Copyright © 2018 Albuquerque Journal
Six months ago, amid criticism that his review of Bernalillo County’s criminal justice system was ill-informed, redundant and a waste of tax dollars, State Auditor Wayne Johnson forged ahead, calling it “a ground-breaking and independent approach to identifying gaps” in the system.
But as Johnson’s last day in office looms, the audit of the seven Bernalillo County agencies remains unfinished.
Then it will be up to Brian Colón, who takes over as state auditor on Tuesday, to decide whether to move forward with the audit.
“One of the first things I’m going to do when I take office is evaluate this and find out if it’s in the best interest of taxpayers,” Colón said Friday. “And that means evaluating whether or not this is a good use of taxpayer resources or whether it’s duplicative.”
Five of the agencies designated for the audit – the Bernalillo County Sheriff’s Office, Metropolitan Detention Center, Metro Court, 2nd Judicial District Court and the 2nd Judicial District Attorney’s Office – say they have contracted with firms or completed their portions of the audit at a combined cost set to exceed $90,000.
The two others, the Law Offices of the Public Defender is working on contracting with a firm while the Albuquerque Police Department is awaiting an opinion from the Attorney General’s Office as to whether it even needs to comply with the audit request.
Enrique Knell, deputy chief of staff for the outgoing state auditor, said that completed audits – including the 2nd Judicial District Court’s – revealed “information that could help those entities improve their processes.”
But not everyone agrees.
“We (fulfilled) our legal obligation to comply with a directive from the state auditor,” said 2nd Judicial District Chief Judge Nan Nash. “As a result, we expended 20,000 taxpayer dollars, from an already tight court budget, on an audit that at best has questionable value.”
As he announced his audit May 23 at a conference for government finance experts and CPAs, Johnson described the night weeks before when his elderly parents awoke to find a stranger in their bedroom rooting through his mother’s jewelry. There have been no arrests, though many of the stolen items were recovered.
“Their story, our story, ended OK,” Johnson said. “Nobody was hurt and only a few belongings were taken. APD did an outstanding job. But the potential for what could have happened is horrifying.”
The audit would examine each agency’s internal processes and the way the agencies worked within the broader justice system. Johnson said the objective was to “identify the problems that cause the system to fail us all.”
He said auditors would look at sample cases from beginning to end, among other things.
Knell said last week he could not locate documents provided to each agency listing the specifics of individual audits.
Knell said the OSA worked with each entity to keep costs down and to “prevent any duplication with previous audits or reports.”
Early on, the 2nd Judicial District Court asked Attorney General Hector Balderas for an opinion as to whether the state auditor had the authority to conduct such a review. That opinion has not been issued.

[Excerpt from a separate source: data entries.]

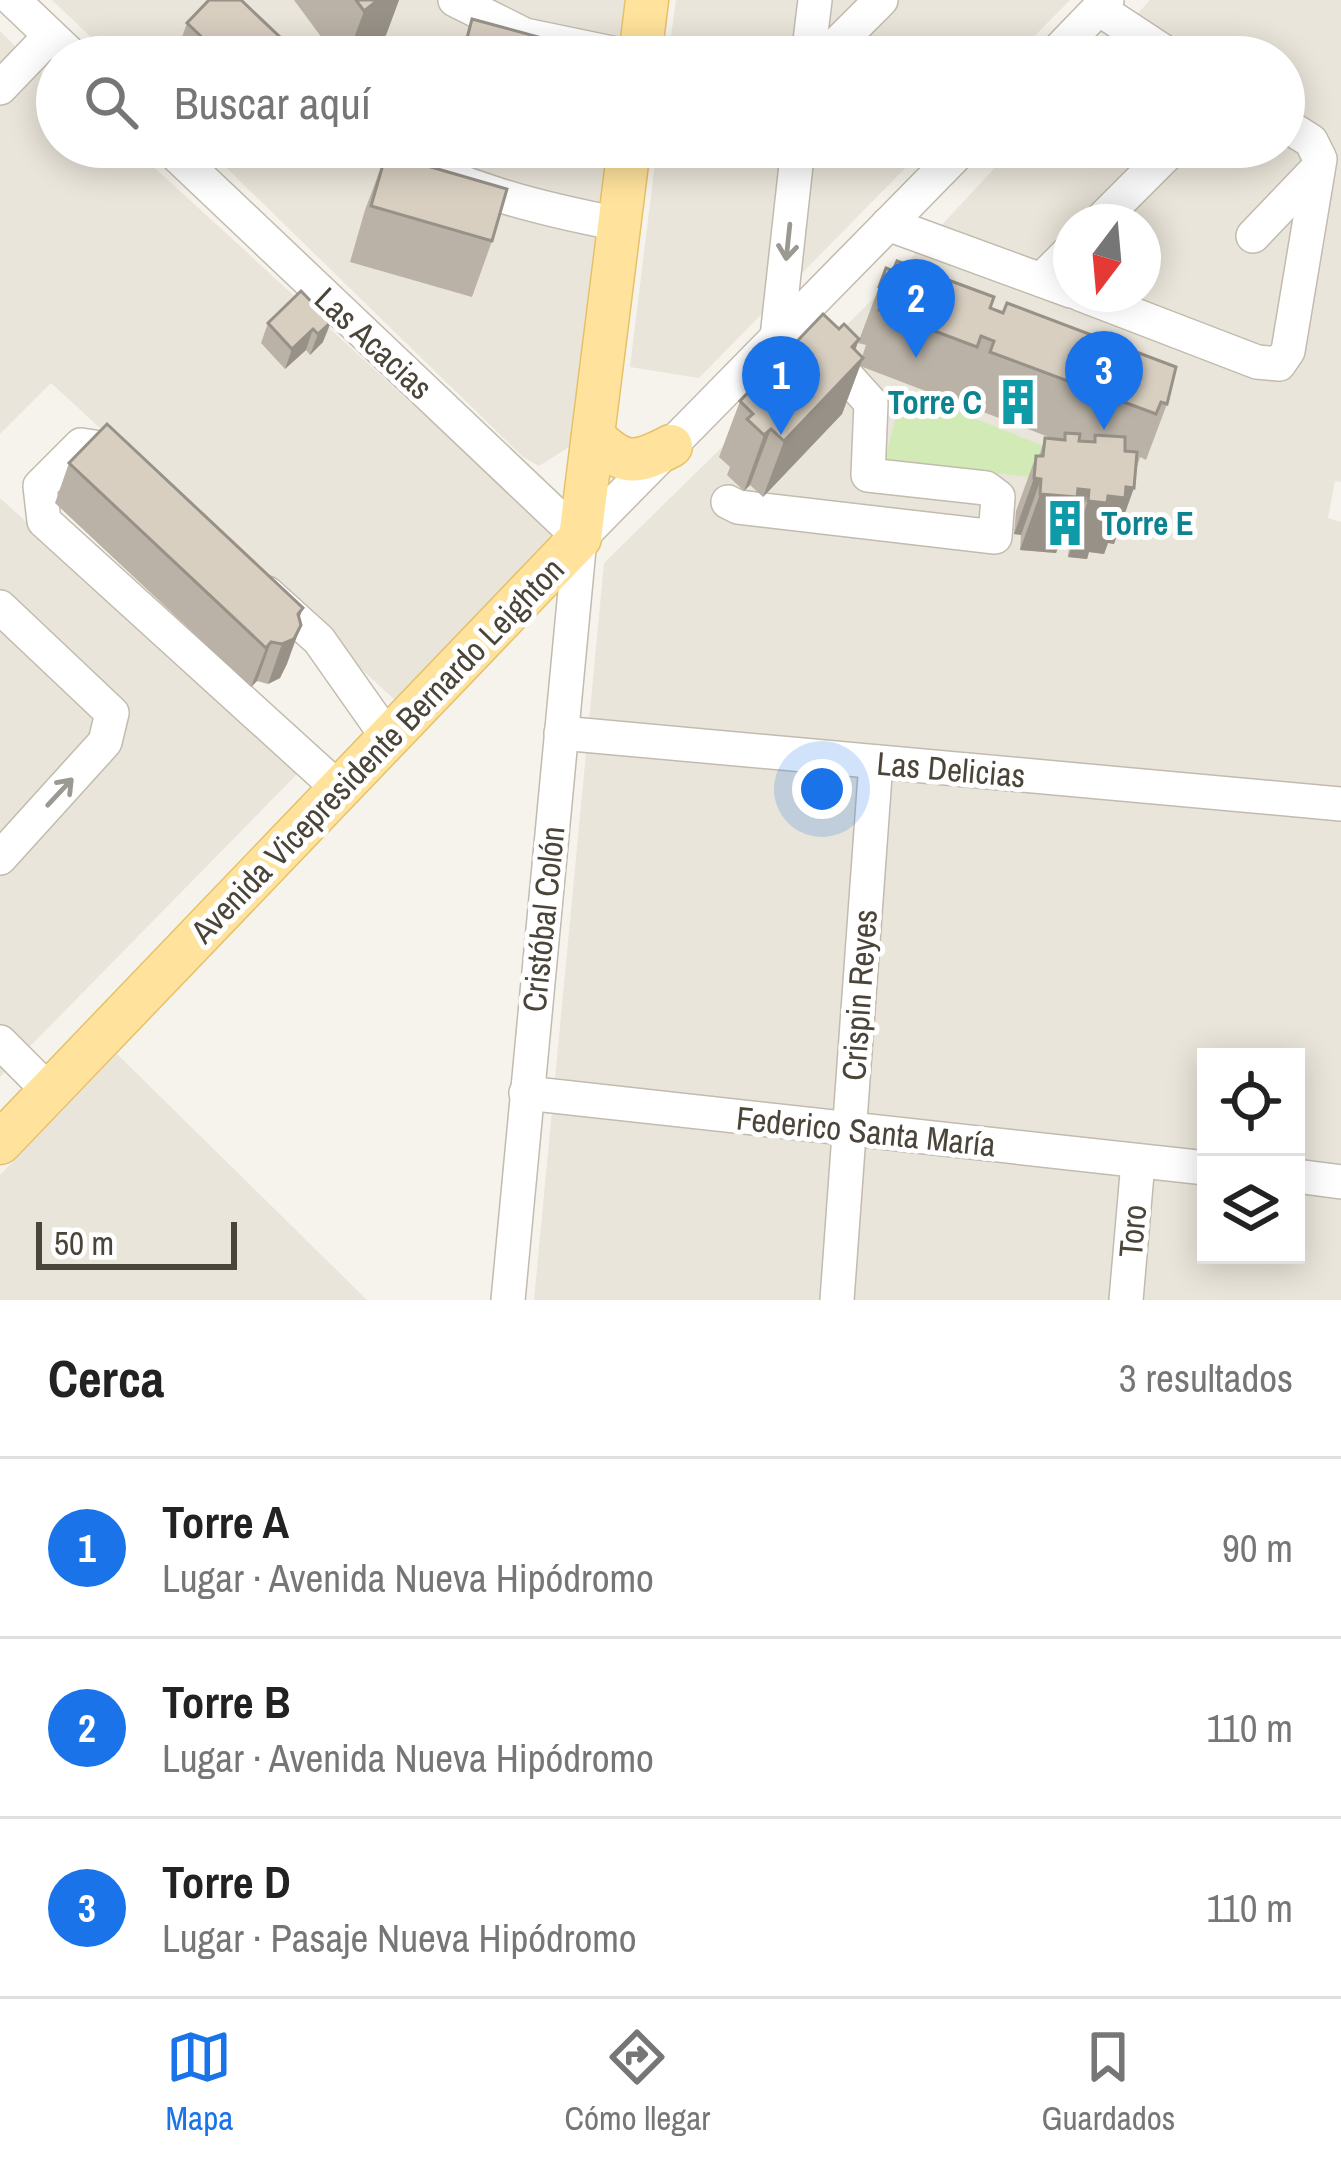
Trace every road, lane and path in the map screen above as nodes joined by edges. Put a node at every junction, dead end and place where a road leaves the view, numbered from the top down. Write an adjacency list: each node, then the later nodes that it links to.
1 (455, 0): 7 (street)
2 (647, 0): 8 (main road)
3 (815, 0): 9 (street)
4 (881, 0): 10 (street)
5 (1103, 4): 11 (street); 12 (street)
6 (44, 22): 13 (street)
7 (534, 36)
8 (643, 36)
9 (811, 36)
10 (845, 36)
11 (1072, 36)
12 (1145, 36)
13 (0, 88)
14 (1305, 137): 21 (street)
15 (190, 168): 33 (street, Las Acacias)
16 (425, 168): 23 (street)
17 (627, 168): 23 (main road, Avenida Vicepresidente Bernardo Leighton)
18 (797, 168): 28 (street, one-way to 28)
19 (943, 168): 24 (street)
20 (1153, 168): 22 (street)
21 (1318, 168): 25 (street); 27 (street)
22 (1117, 204)
23 (620, 224): 29 (main road, Avenida Vicepresidente Bernardo Leighton)
24 (888, 224): 26 (street); 28 (street)
25 (1253, 236)
26 (1053, 284)
27 (1127, 312)
28 (786, 328): 30 (street); 32 (street)
29 (593, 436): 30 (main road); 33 (main road, Avenida Vicepresidente Bernardo Leighton)
30 (671, 446): 33 (street)
31 (152, 492): 39 (street)
32 (728, 502)
33 (580, 538): 36 (street, Cristóbal Colón); 37 (main road, Avenida Vicepresidente Bernardo Leighton)
34 (236, 566): 37 (street)
35 (0, 607): 41 (street, one-way to 35)
36 (561, 734): 38 (street, Las Delicias); 44 (street, Cristóbal Colón)
37 (388, 738): 39 (main road, Avenida Vicepresidente Bernardo Leighton)
38 (876, 762): 40 (street, Las Delicias); 45 (street, Crispin Reyes)
39 (339, 789): 43 (main road, Avenida Vicepresidente Bernardo Leighton)
40 (1341, 804)
41 (0, 858)
42 (0, 1042): 43 (street)
43 (49, 1091): 46 (main road, Avenida Vicepresidente Bernardo Leighton)
44 (526, 1093): 45 (street, Federico Santa María); 51 (street, Cristóbal Colón)
45 (850, 1130): 47 (street, Federico Santa María); 52 (street, Crispin Reyes)
46 (2, 1142)
47 (1138, 1162): 48 (street, Federico Santa María); 53 (street, Toro)
48 (1197, 1167)
49 (1305, 1177): 50 (street)
50 (1341, 1182)
51 (508, 1300)
52 (837, 1300)
53 (1126, 1300)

Nash, along with Court Executive Officer Jim Noel, wrote that Johnson was planning to address crime and recidivism, even though New Mexico lawmakers and courts have “understood the duties of the state auditor to be confined to financial and related matters.” And they said that they welcome reviews of the court’s operation, but pointed out that they were already involved in multiple ongoing reviews.
“The very act of requiring the seven agencies … to expend funds and resources on seven special audits, when the issues contemplated in the auditor’s designation letters are already being addressed on numerous fronts, creates the needless waste of the same resources that the state auditor claims to be protecting,” Nash and Noel wrote.
APD said that it was awaiting that opinion before moving ahead with the audit. Two days after the Journal asked the OSA for an update on the overall review of the agencies, the office sent a letter to the city saying that it would use “all the powers at its disposal to compel the City to comply with state law.”
“As of today, the City … continues to skirt its statutory duties under the Audit Act, claiming that it is waiting on an opinion from the Office of the New Mexico Attorney General on this topic,” Johnson wrote in a letter addressed to Albuquerque Mayor Tim Keller.
Knell said last week that the Auditor’s Office is selecting an auditor for the city, since it failed to do so.
Johnson, a Gov. Susana Martinez appointee who was running for office when he announced the audit, initially estimated it would be completed in October or November. He did not estimate the cost, which, as required by state statute, was shouldered by the individual agencies.
“Clearly, Auditor Johnson had hoped to complete this audit prior to leaving office,” Knell said. “Because of several delays and the fact that two audits were slow-rolled by their respective agencies, Auditor Johnson’s hope is that the incoming Auditor will complete this report.” He wants Colón to “build on the work already done, combining all audits into a single report that can be instructive to each agency on how we can improve the overall system.”